Evento nell’evento, il Reply Code for Kids, una giornata dedicata all’avvicinamento dei giovani alla robotica e all’intelligenza artificiale, che martedì 5 settembre si cimentano nella costruzione di un robot golfista, che sarà poi programmato dalla Reply, multinazionale leader sui nuovi canali di comunicazione e media digitali, in un videogioco interattivo.
- Nella prima giornata, assistita da un bel sole, sale in vetta il ceco Petr Hruby, sedicenne di Praga, che ha condotto il giro con ben 6 birdie e 1 solo bogey. Il migliore degli azzurri è stato Lorenzo Bruzzone, secondo, con uno score superiore di due colpi, in terzetto con un sudafricano e un inglese. Bene anche per i milanesi Pietro Bovari e Sebastiano Frau (La Pinetina), con (-1).
Di tutto rilievo la partecipazione alla “Reply Code For Kids”: venti ragazzi impegnati nel laboratorio di robotica, elettronica e coding, guidati da un esperto di Reply, tentano di realizzare e programmare un robot golfista in miniatura. La prova ha lo scopo di individuare nuovi innovatori, impegnando la curiosità dei ragazzi, e dare loro la possibilità di esplorare il mondo digitale.
- Secondo giro: si gioca con doppie partenze che si avviano dalla uno e dalla dieci dalle 7.20 del mattino, fino alle 14.22 del pomeriggio. Oggi ci sarà il taglio che, severo, lascerà in campo i primi 40 classificati più gli eventuali pari merito, che potranno partecipare alla finale di 36 buche. Al termine della seconda giornata, doppia soddisfazione: per Lorenzo Bruzzone che si porta al comando con 142 (-4), e per la conquista da parte degli azzurri del Trofeo delle Nazioni. Nel gruppo all’inseguimento di Bruzzone, a due colpi, c’è l’altro azzurro Tommaso Biganzoli, e il ceco Petr Hruby, leader alla fine della prima giornata. Per quanto riguarda il taglio, è nutrito il gruppo d’italiani che riesce a superarlo.
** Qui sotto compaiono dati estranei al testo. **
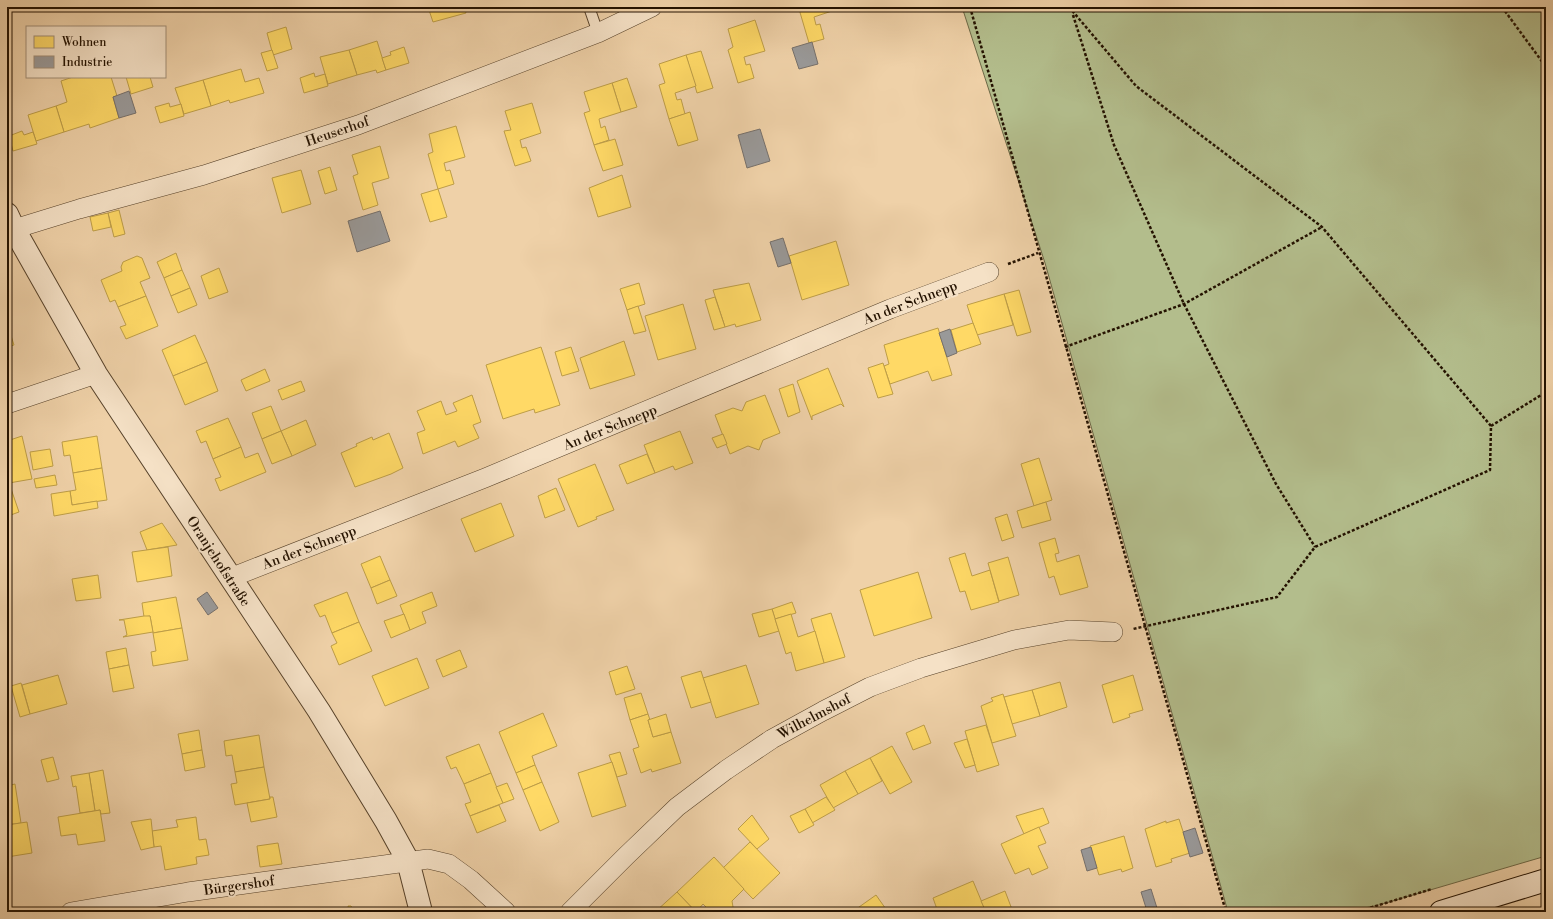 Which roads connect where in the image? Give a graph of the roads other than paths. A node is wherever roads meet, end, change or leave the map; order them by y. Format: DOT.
graph roads {
  1 [pos="589,7"];
  2 [pos="652,7"];
  3 [pos="598,33"];
  4 [pos="10,222"];
  5 [pos="989,272"];
  6 [pos="96,374"];
  7 [pos="7,404"];
  8 [pos="230,578"];
  9 [pos="1113,632"];
  10 [pos="408,861"];
  11 [pos="1546,880"];
  12 [pos="71,912"];
  13 [pos="421,912"];
  14 [pos="506,912"];
  15 [pos="570,912"];
  16 [pos="1441,912"];
  1 -- 3 [label="lane"];
  2 -- 3 [label="street, Heuserhof"];
  3 -- 4 [label="street, Heuserhof"];
  4 -- 6 [label="street, Oranjehofstraße"];
  5 -- 8 [label="street, An der Schnepp"];
  6 -- 7 [label="street"];
  6 -- 8 [label="street, Oranjehofstraße"];
  8 -- 10 [label="street, Oranjehofstraße"];
  9 -- 15 [label="street, Wilhelmshof"];
  10 -- 12 [label="street, Bürgershof"];
  10 -- 13 [label="street, Oranjehofstraße"];
  10 -- 14 [label="street"];
  11 -- 16 [label="street"];
}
- La maratona di 36 buche nel round finale, implica resistenza. Inizio partenze 7,30 il primo giro e 12,30 il secondo, in base alla classifica (gli ultimi partono per primi e viceversa). Crea spettacolo ed emozioni il gran finale, caratterizzato da cambiamenti di fronte. Alla fine ha prevalso il sudafricano Martin Vorster che, sullo slancio di un eccellente terzo giro terminato con lo score di 67 (miglior risultato della storia del torneo con 8 birdie, 1 eagle), ha consegnato una carta finale di 285 (-7) che ha tagliato la strada agli avversari. E così i campionati internazionali tornano in Sudafrica. Sul podio sono saliti anche due azzurri: Pietro Bovari del Golf Ambrosiano ha conquistato un ottimo 2° posto, chiudendo una gara di grande regolarità con lo score 288 (-4). Gianmarco Manfredi dell’Ugolino, che aveva passato il taglio per un soffio, è poi risalito fino al 3° posto con uno score totale di 289 (-3). Alle spalle della coppia italiana, sempre con 289 (-3), lo svedese Adam Wallin e il tedesco Felix Krammer.
La Nations Cup vinta dall’Italia con 287 punti, vedeva schierati Pietro Bovari, Lorenzo Bruzzone e Gianmarco Manfredi. Al secondo posto, a un solo punto l'Inghilterra, e terza piazza per il Sudafrica.
Commovente la chiusura della competizione, con il quindicenne sudafricano Martin Vorster, premiato dalla famiglia Soldati intervenuta alla manifestazione.